Anti-avoidance rules
When a share buy-back consists primarily of a dividend, the result will usually be a capital loss as a result of the reduction in proceeds under paragraph 35(3)(a), which requires proceeds to be reduced when the amount in question is included in gross income 6. Under paragraph 19 this capital loss must be disregarded to the extent that it does not exceed any exempt dividends. An exempt dividend is one that is exempt from both dividends tax and normal tax under section 10(1)(k)(i) (local dividend), 10B(2)(a) (participation exemption for foreign dividends), (b) (country-to-country exemption for foreign dividends) or (e) (distribution in specie from a listed share). In the context of local dividends, paragraph 19 would generally apply to a resident corporate shareholder for which the dividend is likely to be exempt from dividends tax and normal tax. Paragraph 19 will not apply to the extent that paragraph 43A applies.
Paragraph 43A treats a corporate shareholder as having additional proceeds when it disposes of shares in a company (including by way of a share buy-back) and it held a qualifying interest 7 in that company at any time during the 18 months prior to the disposal. The shareholder is deemed to have proceeds equal to any exempt dividends comprising extraordinary dividends in respect of the shares. An exempt dividend is exempt from both dividends tax and normal tax under section 10(1)(k)(i), section 10B(2)(a) or (b). An extraordinary dividend is defined separately in relation to a preference share and any other share. In relation to any other share, it means so much of any dividend received or accrued:
- within a period of 18 months prior to the disposal of that share; or
- in respect, by reason or in consequence of that disposal,
as exceeds 15% of the higher of the market value of that share at the beginning of the period of 18 months and at the date of disposal of that share.

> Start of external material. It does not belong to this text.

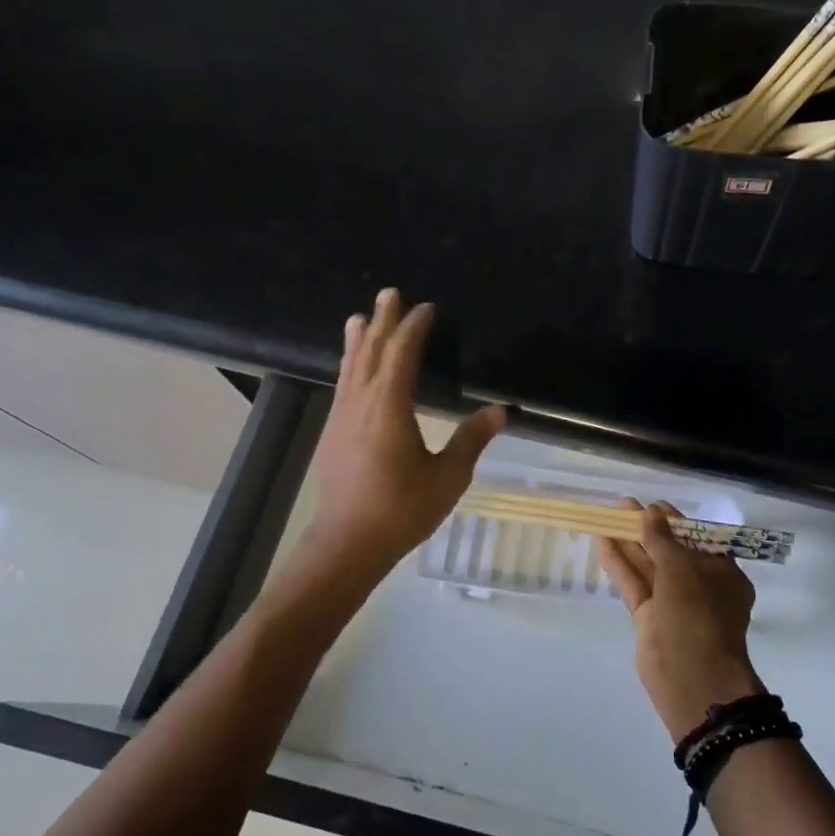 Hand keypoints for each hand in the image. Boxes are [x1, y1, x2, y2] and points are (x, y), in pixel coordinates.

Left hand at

Although a share buy-back falls within the second bullet point, it seems that the dividends falling within both bullets must be aggregated, given the reference to ‘any dividend’ in the opening words.
Section 22B contains rules equivalent to those in paragraph 43A in respect of shares held as trading stock.
Buy-back from employees and directors
When a share buy-back involves employees or directors who acquired equity instruments contemplated in section 8C, the dividend element of the share buy-back will not qualify for exemption. This is the broad effect of provisos (dd), (jj) and (kk) to section 10(1)(k)(i).
Reportable arrangements
A company that buys back shares from one or more shareholders for an aggregate amount exceeding ZAR 10 million and which issued or is required to issue any shares within 12 months of the buy-back is required to report the arrangement to SARS 8. Failure to report the arrangement attracts substantial monthly penalties under section 212 of the Tax Administration Act 28 of 2011. These penalties start at ZAR 50 000 a month for the participant and ZAR 100 000 for the promoter and run for 12 months, and depending on the magnitude of the tax benefit, are doubled or tripled.
Conclusion
The buy-back by a company of its own shares has been characterized by many aggressive tax avoidance arrangements, necessitating some complex anti-avoidance rules and harsh penalties for the non-reporting of reportable arrangements. Being acquainted with the provisions affecting share buy-backs is essential if costly mistakes are to be avoided.